Exercise aim -> The answer must be every line of the records below that contains the word "controls".

───── Stored data

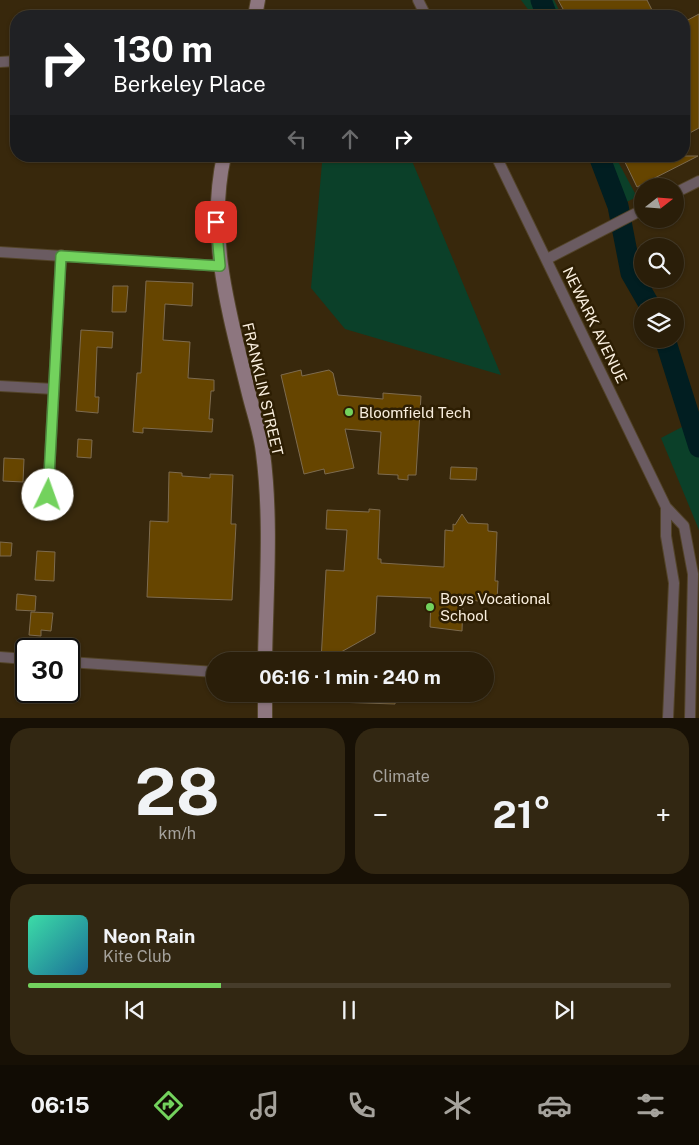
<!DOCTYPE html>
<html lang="en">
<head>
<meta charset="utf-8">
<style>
	body { margin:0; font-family:"Public Sans",sans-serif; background:#322712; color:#f1f3f6; height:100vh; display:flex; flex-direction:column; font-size:19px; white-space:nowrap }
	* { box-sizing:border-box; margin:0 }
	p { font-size:16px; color:#a5a29c }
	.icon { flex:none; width:28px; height:28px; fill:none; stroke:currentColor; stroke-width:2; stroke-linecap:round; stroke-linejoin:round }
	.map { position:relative; height:718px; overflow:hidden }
	.panel { display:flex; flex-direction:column; gap:10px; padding:10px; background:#171005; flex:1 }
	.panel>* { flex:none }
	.hud { position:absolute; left:10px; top:10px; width:680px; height:152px; border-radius:20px; box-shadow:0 1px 4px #0004,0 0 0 1px #463c2a; background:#202124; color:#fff; overflow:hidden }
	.needle { width:32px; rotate:73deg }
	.controls { position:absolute; left:634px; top:178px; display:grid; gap:10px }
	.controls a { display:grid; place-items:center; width:50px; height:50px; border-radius:50%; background:#2a1e09; box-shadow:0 1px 4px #0004,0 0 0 1px #463c2a; font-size:25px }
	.speed { position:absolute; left:15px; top:638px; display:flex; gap:10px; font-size:25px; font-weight:700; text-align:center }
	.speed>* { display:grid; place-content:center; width:65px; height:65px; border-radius:50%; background:#2a1e09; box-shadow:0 1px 4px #0004,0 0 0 1px #463c2a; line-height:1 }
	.speed .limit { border:2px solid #111; border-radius:8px; background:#fff; color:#111 }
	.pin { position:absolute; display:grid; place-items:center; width:42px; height:42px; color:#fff; margin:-21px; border-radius:10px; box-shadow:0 2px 8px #0006 }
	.me { position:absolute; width:55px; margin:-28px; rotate:3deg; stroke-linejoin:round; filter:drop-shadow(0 0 4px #0008) }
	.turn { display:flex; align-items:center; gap:18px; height:105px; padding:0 20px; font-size:22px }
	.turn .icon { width:65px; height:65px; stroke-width:2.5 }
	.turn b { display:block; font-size:35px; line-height:42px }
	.lanes { display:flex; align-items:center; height:48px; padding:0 20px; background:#0003; justify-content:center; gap:25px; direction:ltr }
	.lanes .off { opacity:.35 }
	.big { font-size:38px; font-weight:700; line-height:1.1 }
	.panel .widget { flex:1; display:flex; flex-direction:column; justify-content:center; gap:8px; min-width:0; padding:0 18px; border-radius:20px; background:#322712 }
	.panel .dial { align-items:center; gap:0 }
	.dial b { font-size:65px; line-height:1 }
	.song { display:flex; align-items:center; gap:15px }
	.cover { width:60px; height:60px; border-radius:8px; background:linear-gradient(135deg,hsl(160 70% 55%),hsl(200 70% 35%)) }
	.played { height:5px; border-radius:2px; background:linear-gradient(90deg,#73d25d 30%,#463c2a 30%) }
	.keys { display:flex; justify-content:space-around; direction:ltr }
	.heat { display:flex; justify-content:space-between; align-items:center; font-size:28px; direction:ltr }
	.panel .tiles { flex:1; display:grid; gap:10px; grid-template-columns:1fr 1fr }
	.widget:last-child { grid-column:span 2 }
	.trip { position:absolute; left:206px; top:652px; width:288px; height:50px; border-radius:25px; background:#2a1e09; box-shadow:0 1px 4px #0004,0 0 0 1px #463c2a; font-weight:700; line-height:50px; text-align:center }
	.tab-bar { display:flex; height:80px; justify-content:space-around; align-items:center; background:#110c04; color:#a5a29c }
	.tab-bar .icon { width:35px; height:35px }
	.tab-bar .selected { color:#73d25d }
	.tab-bar b { font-size:22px; color:#f1f3f6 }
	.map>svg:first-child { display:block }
	.green { fill:#0b4029 }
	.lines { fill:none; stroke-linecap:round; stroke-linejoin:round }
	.river { stroke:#011e21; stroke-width:21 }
	.building { fill:#664500; stroke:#7d6b4f }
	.minor-casing { stroke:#534429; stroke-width:12 }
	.secondary-casing { stroke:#534429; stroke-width:16 }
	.minor { stroke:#6a5b61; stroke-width:10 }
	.secondary { stroke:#8d767f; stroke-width:14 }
	.route-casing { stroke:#4b883c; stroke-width:12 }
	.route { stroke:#73d25d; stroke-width:9 }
	.poi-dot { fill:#73d25d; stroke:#2d1e03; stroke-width:2 }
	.labels { text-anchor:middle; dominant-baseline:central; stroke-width:5; stroke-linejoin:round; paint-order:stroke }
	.street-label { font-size:15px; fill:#f9eede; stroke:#2d1e03 }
	.poi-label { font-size:15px; fill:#f9eede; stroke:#2d1e03; text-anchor:start }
</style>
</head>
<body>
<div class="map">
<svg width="699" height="718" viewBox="0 0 699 718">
	<rect width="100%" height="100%" fill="#38280c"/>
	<path class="green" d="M521 0H554L562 16H533Z
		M338 156H410L501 375 345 329 311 288 322 163Z
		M599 156H615L637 197 618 206Z
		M682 427H699V530L661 438Z"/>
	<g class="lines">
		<path class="river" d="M541 0 547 16
			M599 156 618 206 631 273 650 306
			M665 339 699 447"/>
	</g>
	<path class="building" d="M558 0H647L655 16H567Z
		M699 14V128L684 136V22Z
		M622 156H698L637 187Z
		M146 281 193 283 192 306 165 304 163 340 190 342 188 378 214 380V391H211L209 419H213L212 432 143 428V433L133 432 137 373H141Z
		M113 286H128L126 312H112Z
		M81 330 113 332 112 348 97 347 95 397H99L98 413 76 411Z
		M301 370 302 376 329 370 333 373 338 395 383 399V393L421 396 416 475H408V480L398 479V475L378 474 381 432 345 429 354 468 325 474 324 469 304 474 281 375Z
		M78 439 92 440 91 458 77 457Z
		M4 458 24 459 23 482 3 481Z
		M451 467 477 468 476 480 450 479Z
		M169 472 182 473V476L210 478V474L233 475 231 524H236L232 600 147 597 150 521 168 522Z
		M369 509 380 510 378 559H381V563L444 567 445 530 453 531V524L455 525 462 514 468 523 488 524V531L497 532 495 581H498L497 602 463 600 462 631 430 627 431 598 377 596 375 633 325 661H321L326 570 344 571 347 530 326 529 327 510 369 512Z
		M0 542 12 543 11 556H0Z
		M37 551 55 552 54 581 35 580Z
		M17 594 36 596 35 611 16 610Z
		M31 612 53 613 51 631 41 630V636L29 635Z
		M336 694H396L395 704 335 702Z"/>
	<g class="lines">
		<g class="minor-casing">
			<path id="minor" d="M418 0 426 16
				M0 62 16 61
				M496 156 666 507 684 526 693 574 690 718
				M675 193 699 181
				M0 252 220 266
				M547 259 642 210
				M0 386 54 389
				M666 507V536L674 583 668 718
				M47 513 61 255
				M0 657 26 659
				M69 662 215 672"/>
		</g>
		<g class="secondary-casing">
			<path id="secondary" d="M255 16 258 0
				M224 156C206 237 230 316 249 394 254 414 261 434 263 453 272 521 266 593 265 661
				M265 718V694"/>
		</g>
		<use href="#minor" class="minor"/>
		<use href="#secondary" class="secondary"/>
	</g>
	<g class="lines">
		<g class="route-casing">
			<path id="route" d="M48 495 61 256 220 266 216 222"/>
		</g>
		<use href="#route" class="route"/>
	</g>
	<g class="poi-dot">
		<circle cx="349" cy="412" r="5"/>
		<circle cx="430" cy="607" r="5"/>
	</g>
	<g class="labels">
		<g class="street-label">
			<text transform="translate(595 325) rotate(64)">NEWARK AVENUE</text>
			<text transform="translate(263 389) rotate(77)">FRANKLIN STREET</text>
		</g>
		<g class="poi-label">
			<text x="359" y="412">Bloomfield Tech</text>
			<text x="440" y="598">Boys Vocational<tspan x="440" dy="17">School</tspan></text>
		</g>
	</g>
</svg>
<div class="controls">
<a><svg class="needle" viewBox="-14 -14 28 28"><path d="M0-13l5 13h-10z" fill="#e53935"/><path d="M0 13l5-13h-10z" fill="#a5a29c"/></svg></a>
<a><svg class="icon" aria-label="search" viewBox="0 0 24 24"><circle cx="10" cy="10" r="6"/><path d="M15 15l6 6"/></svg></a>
<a><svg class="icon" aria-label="layers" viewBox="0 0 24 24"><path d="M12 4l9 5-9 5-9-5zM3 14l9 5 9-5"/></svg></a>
</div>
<div class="speed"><div class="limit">30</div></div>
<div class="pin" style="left:216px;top:222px;background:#d93025"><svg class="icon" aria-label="arrive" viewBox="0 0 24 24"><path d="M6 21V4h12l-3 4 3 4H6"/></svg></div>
<svg class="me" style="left:48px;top:495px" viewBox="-20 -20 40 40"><circle r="19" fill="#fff"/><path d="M0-13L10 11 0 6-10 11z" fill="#73d25d"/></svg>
<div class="trip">06:16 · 1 min · 240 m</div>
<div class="hud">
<div class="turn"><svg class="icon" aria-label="right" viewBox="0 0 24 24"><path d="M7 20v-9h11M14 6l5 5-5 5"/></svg><div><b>130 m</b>Berkeley Place</div></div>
<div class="lanes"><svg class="icon off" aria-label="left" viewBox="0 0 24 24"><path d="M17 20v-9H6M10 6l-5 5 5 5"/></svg><svg class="icon off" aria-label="ahead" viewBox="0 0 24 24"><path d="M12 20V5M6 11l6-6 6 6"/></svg><svg class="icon" aria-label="right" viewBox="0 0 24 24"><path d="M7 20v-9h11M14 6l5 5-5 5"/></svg></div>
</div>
</div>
<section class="panel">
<div class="tiles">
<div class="widget dial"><b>28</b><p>km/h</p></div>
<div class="widget"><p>Climate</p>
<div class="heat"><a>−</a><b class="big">21°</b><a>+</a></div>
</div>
<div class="widget">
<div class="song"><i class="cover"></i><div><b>Neon Rain</b><p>Kite Club</p></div></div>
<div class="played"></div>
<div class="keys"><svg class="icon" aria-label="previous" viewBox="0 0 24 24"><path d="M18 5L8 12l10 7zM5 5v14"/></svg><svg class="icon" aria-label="pause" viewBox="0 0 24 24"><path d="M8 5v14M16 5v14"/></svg><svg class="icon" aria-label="next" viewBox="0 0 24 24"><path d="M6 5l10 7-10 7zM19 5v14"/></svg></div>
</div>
</div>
</section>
<nav class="tab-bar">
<b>06:15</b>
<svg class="icon selected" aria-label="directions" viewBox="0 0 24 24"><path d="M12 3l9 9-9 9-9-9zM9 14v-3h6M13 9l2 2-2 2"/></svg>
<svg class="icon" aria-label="music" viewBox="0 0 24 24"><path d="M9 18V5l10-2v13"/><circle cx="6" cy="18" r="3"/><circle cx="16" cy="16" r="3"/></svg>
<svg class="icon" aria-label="phone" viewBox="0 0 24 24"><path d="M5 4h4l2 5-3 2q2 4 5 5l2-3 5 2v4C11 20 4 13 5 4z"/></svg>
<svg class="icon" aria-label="climate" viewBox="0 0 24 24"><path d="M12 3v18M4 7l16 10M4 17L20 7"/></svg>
<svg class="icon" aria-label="car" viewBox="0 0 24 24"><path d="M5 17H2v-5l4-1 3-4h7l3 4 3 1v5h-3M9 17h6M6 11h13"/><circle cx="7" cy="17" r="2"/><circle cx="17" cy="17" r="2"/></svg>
<svg class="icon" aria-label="filters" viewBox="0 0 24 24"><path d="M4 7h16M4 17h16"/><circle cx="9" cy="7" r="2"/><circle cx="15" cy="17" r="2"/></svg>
</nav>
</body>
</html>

──────────

Exercise output ->
	.controls { position:absolute; left:634px; top:178px; display:grid; gap:10px }
	.controls a { display:grid; place-items:center; width:50px; height:50px; border-radius:50%; background:#2a1e09; box-shadow:0 1px 4px #0004,0 0 0 1px #463c2a; font-size:25px }
<div class="controls">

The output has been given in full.